School of Electrical and Information Engineering,Tianjin University, Tianjin 300072, China.
Advanced Multimedia Research Lab, University of Wollongong, NSW 2522, Australia.
Sensors (Basel). 2020 Jun 10;20(11):3305. doi: 10.3390/s20113305.
The paper presents a novel hybrid network for large-scale action recognition from multiple modalities. The network is built upon the proposed weighted dynamic images. It effectively leverages the strengths of the emerging Convolutional Neural Network (CNN) and Recurrent Neural Network (RNN) based approaches to specifically address the challenges that occur in large-scale action recognition and are not fully dealt with by the state-of-the-art methods. Specifically, the proposed hybrid network consists of a CNN based component and an RNN based component. Features extracted by the two components are fused through canonical correlation analysis and then fed to a linear Support Vector Machine (SVM) for classification. The proposed network achieved state-of-the-art results on the ChaLearn LAP IsoGD, NTU RGB+D and Multi-modal & Multi-view & Interactive ( M 2 I ) datasets and outperformed existing methods by a large margin (over 10 percentage points in some cases).
本文提出了一种新颖的混合网络,用于从多种模态进行大规模动作识别。

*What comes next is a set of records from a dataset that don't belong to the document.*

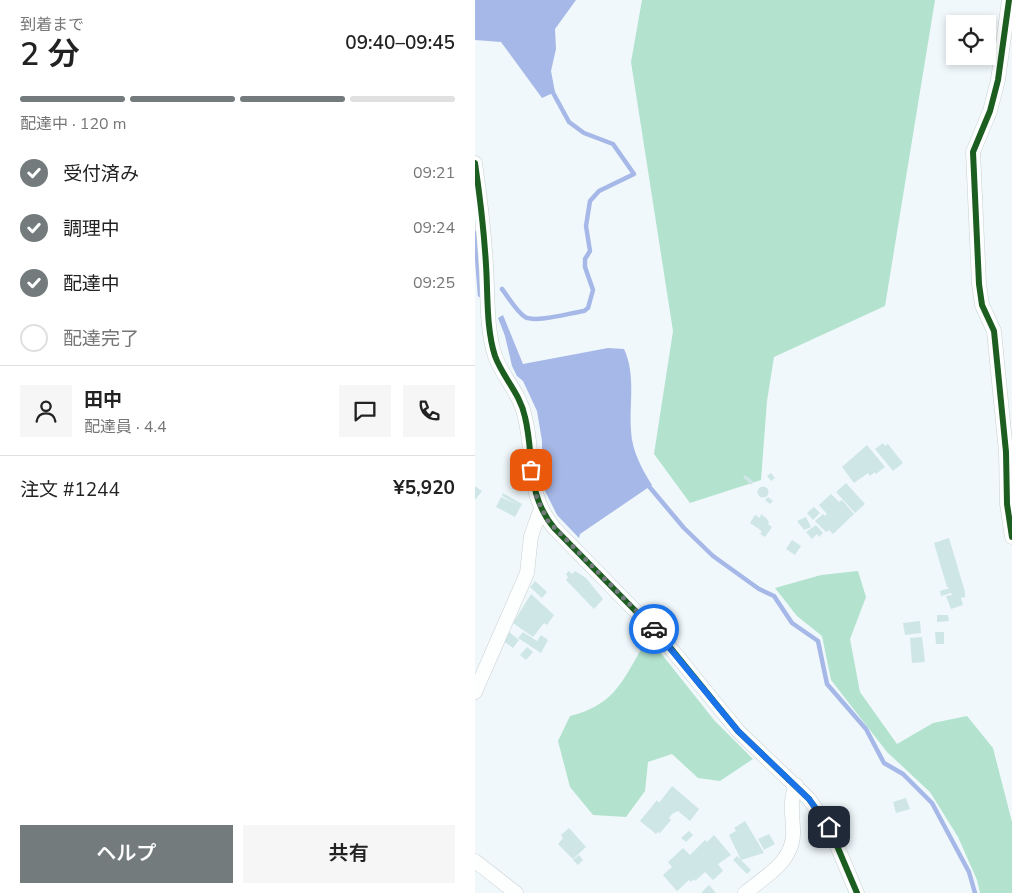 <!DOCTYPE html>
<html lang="ja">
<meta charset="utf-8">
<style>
:root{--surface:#fff;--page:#f6f6f6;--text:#222;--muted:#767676;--line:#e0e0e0;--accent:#737b7d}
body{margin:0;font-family:"Nunito Sans","Noto Sans JP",sans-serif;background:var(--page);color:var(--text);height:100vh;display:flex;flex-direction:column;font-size:19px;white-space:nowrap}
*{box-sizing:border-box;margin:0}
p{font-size:16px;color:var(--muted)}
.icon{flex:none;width:28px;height:28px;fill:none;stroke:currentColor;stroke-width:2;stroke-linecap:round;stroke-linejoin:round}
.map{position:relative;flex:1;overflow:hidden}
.sheet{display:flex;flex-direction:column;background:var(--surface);width:475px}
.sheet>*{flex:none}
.buttons{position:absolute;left:471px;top:15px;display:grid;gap:10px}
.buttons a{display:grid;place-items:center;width:50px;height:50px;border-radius:0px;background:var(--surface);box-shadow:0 2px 8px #0003;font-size:25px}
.pin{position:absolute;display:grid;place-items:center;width:42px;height:42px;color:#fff;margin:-21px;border-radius:10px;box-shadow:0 2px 8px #0006}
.courier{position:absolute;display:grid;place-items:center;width:50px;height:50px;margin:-25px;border:4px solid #1a73e8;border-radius:50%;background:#fff;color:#222;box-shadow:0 1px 6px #0007}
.head em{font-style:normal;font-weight:600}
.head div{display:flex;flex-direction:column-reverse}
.head{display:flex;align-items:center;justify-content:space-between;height:85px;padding:0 20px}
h1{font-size:32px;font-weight:600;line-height:38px}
.bar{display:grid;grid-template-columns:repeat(4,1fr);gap:8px 5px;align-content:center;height:60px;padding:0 20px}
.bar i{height:6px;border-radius:4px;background:var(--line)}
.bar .on{background:var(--accent)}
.bar p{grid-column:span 4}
.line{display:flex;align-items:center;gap:12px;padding:0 20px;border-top:1px solid var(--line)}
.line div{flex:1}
.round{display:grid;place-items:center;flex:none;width:52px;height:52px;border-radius:0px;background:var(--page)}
ol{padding:0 20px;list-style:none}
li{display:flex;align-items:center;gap:15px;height:55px}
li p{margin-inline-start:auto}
li .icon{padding:5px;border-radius:50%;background:var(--accent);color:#fff;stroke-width:4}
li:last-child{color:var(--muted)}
li i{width:28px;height:28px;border:2px solid var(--line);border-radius:50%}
.cta{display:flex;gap:10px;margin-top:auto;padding:10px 20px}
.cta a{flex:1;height:58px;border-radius:0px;background:var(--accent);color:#fff;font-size:20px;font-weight:600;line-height:58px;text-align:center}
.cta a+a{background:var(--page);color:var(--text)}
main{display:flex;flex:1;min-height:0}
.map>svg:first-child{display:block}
</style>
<main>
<section class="sheet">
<div class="head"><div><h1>2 分</h1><p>到着まで</p></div><em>09:40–09:45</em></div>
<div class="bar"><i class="on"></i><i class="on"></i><i class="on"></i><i></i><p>配達中 · 120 m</p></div>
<ol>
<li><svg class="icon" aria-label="check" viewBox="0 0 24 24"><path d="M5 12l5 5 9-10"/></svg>受付済み<p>09:21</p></li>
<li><svg class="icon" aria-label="check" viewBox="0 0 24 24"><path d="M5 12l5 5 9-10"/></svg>調理中<p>09:24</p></li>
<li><svg class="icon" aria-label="check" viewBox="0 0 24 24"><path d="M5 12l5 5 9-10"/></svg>配達中<p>09:25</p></li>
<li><i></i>配達完了</li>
</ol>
<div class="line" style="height:90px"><a class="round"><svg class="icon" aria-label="person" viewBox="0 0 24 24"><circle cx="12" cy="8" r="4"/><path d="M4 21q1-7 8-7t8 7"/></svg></a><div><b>田中</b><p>配達員 · 4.4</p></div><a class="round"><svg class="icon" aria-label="chat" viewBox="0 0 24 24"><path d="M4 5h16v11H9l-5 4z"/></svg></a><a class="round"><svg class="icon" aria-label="phone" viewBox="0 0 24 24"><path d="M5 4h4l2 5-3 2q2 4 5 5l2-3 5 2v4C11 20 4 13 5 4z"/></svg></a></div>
<div class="line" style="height:65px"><div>注文 #1244</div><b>¥5,920</b></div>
<div class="cta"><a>ヘルプ</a><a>共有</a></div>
</section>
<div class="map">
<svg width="537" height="893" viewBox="0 0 537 893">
<rect width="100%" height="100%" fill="#f0f8fb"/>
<g fill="#b3e3cf">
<polygon points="167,0 460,0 410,306 299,357 292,401 286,480 215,503 179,454 198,331 156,62"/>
<polygon points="383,571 391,597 375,639 385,692 422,744 458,723 492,716 518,748 537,822 537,893 505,893 502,880 483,837 455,792 412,752 356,680 347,636 322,616 300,588 346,575"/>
<path d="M181 647 239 720 278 759 245 781 223 778 197 754 173 762 170 791 151 817 118 815 95 787 83 741 95 716C136 706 147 684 166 649Z"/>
</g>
<g fill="#a6b8e7">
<polygon points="0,0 101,0 80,29 81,49 76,71 80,92 67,98 26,42 0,40"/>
<path d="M28 315 48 364 133 348 149 349C161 374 154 405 156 431 157 451 167 469 177 485L105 534 104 538 82 515 67 485V441L62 411 48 381 42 376 37 366 30 336 23 318Z"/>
</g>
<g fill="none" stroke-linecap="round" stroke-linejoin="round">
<g stroke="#a6b8e7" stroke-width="4.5">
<polyline points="0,233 5,295"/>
<path d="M27 289C34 298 41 311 50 317 61 323 95 313 109 311L113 308 118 290 110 267V259L115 251 111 226 115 201 124 191 159 174 138 144 109 133 94 122 76 89"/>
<polyline points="172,484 209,528 238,556 284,589 299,596 317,623 343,641 352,684 391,729 409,763 428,774 457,803 494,872 500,893"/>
</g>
</g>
<g fill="#cee6e6">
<polygon points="408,443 410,446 413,444 428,463 418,471 400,449"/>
<polygon points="392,445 410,467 401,474 400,472 395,476 393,473 379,483 367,467"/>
<polygon points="296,473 300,478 296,481 292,476"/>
<polygon points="270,475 279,482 276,485 268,477"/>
<polygon points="41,481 42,489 37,489 36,482"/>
<polygon points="371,483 390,504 380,513 361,492"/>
<polygon points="0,486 7,491 0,500"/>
<circle cx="288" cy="492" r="5.5"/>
<polygon points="28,493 47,504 40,517 21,507 26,497 43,505 27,496"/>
<polygon points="356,494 364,502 367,500 379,514 358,534 354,530 351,532 340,521 348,514 350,516 352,514 344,505"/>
<polygon points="293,497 298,501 295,504 290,500"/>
<polygon points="339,507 345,513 338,520 332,513"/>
<polygon points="286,514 292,519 294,522 293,524 297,527 290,537 285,534 287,532 284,529 275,523 280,515 285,518"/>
<polygon points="331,517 336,527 329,530 322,521"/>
<polygon points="341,525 348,533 344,537 342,534 337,539 331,532"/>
<polygon points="474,538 490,592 490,597 486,598 488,605 476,609 471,596 477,595 476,593 466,596 465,591 475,588 472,587 459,543"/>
<polygon points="317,540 326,546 320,555 311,549"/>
<polygon points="94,571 97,574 100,571 111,578 128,599 119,609 91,580 93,577 91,574"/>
<polygon points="60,581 72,592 67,598 55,587"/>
<polygon points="56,594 79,615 72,625 69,623 58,637 38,623"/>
<polygon points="462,615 473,615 474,621 462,622"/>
<polygon points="445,621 446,633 430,635 428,623"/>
<polygon points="33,631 44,640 38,648 27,640"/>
<polygon points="48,632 62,641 66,635 73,640 66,653 43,638"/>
<polygon points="460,632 469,632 469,644 461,644"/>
<polygon points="447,637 450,662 437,663 435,638"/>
<polygon points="52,647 58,652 51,660 45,655"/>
<polygon points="197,786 224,809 215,821 203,811 197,814 194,818 196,820 185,833 183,832 181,834 165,821 182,800 184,803"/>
<polygon points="431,798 435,809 421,813 418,802"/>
<polygon points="270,821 289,853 266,860 254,835 261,831 259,828"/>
<polygon points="94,828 111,847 98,859 83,844 88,838 86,835"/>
<polygon points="214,831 218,835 211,842 206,838"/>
<polygon points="294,834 300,844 289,850 283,839"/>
<polygon points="239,835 256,855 243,864 248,871 238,880 230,872 220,881 219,879 216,882 214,880 202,891 188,875 197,867 193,862 208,848 215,855 230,840 232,842"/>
<polygon points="104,855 108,860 103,865 98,860"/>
<polygon points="262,856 276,870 272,874 258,860"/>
<polygon points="234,885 241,893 226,893"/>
</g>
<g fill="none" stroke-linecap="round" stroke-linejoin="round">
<g stroke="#c8cfd2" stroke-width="15">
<g id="minor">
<polyline points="534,0 523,80 515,111 498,152 504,284 507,305 519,331 531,452 532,504 537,537"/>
<path d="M0 163C5 197 9 231 11 265 13 294 11 328 20 356 28 378 45 393 50 417 60 458 50 494 80 529L189 640 263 731 334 799 354 827 382 893"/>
<polyline points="0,692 52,573 56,536 66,509"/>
<polyline points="0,861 41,893"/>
<path d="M270 893C292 875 321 860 318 828 317 812 315 800 321 785"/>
</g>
</g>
<use href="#minor" stroke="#fdfefe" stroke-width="14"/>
<g stroke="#fff" stroke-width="9">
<g id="cycleway">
<polyline points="534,0 523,80 515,111 498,152 504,284 507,305 519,331 531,452 532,504 537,537"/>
<path d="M0 163C5 197 9 231 11 265 13 294 11 328 20 356 28 378 45 393 50 417 60 458 50 494 80 529L189 640 263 731 334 799 354 827 382 893"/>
</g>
</g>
<use href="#cycleway" stroke="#1b5e20" stroke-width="6"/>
</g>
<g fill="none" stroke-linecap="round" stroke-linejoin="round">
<polyline stroke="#737b7d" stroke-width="5" stroke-dasharray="0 9" points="56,470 62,499 73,521 179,629"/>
<polyline stroke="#1a73e8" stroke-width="6" points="179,629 263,731 334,799 354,827"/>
</g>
</svg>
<div class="buttons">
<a><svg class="icon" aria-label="locate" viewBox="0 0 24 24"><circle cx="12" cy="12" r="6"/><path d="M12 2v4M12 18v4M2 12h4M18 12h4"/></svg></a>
</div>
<div class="pin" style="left:56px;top:470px;background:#ea580c"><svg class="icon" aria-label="bag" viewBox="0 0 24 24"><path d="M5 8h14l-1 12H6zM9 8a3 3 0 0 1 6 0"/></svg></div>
<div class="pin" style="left:354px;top:827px;background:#1f2937"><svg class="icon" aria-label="home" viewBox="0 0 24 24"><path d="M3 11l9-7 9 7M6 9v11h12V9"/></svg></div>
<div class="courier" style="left:179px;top:629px"><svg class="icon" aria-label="car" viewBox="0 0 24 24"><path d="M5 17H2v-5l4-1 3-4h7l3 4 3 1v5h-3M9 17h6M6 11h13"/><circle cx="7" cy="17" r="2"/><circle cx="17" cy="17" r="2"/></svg></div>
</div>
</main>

该网络建立在提出的加权动态图像之上。它有效地利用了新兴的卷积神经网络(CNN)和基于递归神经网络(RNN)的方法的优势,专门解决了在大规模动作识别中出现的挑战,而这些挑战无法被最先进的方法完全解决。具体来说,所提出的混合网络由基于 CNN 的组件和基于 RNN 的组件组成。两个组件提取的特征通过典型相关分析进行融合,然后馈送到线性支持向量机(SVM)进行分类。该网络在 ChaLearn LAP IsoGD、NTU RGB+D 和多模态和多视图和交互(M2I)数据集上实现了最先进的结果,并在某些情况下以较大的优势超过了现有方法(超过 10 个百分点)。